→ WHAT THE EXERCISE ASKS
Search the listing below for "roads". Copy each matching line.

□ □ □ □

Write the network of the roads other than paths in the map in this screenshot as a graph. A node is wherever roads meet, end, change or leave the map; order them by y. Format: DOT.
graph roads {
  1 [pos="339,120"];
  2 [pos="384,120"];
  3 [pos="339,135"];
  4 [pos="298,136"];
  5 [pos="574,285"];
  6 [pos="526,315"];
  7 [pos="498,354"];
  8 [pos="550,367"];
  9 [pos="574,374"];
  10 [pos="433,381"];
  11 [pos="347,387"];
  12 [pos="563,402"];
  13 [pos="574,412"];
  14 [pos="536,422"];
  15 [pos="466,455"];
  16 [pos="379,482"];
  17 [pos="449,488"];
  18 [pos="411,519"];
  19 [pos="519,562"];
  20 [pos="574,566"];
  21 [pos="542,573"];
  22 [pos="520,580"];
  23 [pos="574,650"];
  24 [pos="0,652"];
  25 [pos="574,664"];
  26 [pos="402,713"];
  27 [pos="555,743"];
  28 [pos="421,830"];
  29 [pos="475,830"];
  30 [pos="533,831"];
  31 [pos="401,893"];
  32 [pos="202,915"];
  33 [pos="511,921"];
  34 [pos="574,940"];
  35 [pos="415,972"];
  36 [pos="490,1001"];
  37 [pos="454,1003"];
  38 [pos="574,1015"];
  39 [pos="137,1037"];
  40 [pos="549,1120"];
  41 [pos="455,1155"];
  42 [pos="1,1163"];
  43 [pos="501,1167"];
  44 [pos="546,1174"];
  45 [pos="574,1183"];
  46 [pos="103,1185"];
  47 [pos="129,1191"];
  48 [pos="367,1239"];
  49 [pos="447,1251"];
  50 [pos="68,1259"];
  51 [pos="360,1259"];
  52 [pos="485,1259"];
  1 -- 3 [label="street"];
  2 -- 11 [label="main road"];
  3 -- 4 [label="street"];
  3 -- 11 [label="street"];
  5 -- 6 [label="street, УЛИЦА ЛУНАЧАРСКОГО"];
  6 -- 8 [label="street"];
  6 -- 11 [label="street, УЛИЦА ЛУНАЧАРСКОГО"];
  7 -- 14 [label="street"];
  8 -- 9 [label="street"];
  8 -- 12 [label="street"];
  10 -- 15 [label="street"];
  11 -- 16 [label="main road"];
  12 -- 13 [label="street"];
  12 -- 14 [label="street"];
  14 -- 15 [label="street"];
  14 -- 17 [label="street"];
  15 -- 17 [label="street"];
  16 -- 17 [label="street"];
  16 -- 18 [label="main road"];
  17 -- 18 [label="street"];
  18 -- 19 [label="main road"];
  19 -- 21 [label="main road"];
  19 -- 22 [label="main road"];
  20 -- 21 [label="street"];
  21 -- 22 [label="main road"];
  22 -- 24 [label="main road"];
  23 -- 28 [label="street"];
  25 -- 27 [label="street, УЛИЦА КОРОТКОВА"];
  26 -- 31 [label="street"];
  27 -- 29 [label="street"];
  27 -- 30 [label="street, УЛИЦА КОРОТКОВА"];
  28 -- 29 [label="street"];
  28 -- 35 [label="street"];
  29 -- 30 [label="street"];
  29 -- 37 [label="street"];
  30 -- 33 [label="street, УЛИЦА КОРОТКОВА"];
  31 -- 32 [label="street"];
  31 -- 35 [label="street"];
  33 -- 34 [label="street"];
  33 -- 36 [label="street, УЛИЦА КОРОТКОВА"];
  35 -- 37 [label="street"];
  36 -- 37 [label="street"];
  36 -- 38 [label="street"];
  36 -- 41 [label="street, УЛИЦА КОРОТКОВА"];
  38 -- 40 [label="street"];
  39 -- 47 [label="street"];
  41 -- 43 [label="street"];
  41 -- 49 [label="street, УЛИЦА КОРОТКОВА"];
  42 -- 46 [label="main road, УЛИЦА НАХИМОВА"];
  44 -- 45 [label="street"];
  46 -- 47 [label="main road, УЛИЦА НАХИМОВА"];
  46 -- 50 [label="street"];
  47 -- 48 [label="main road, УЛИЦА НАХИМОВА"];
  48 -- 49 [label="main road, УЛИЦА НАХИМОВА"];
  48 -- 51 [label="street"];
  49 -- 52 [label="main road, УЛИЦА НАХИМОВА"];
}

□ □ □ □

→ FINISHED EXERCISE
Write the network of the roads other than paths in the map in this screenshot as a graph. A node is wherever roads meet, end, change or leave the map; order them by y. Format: DOT.
graph roads {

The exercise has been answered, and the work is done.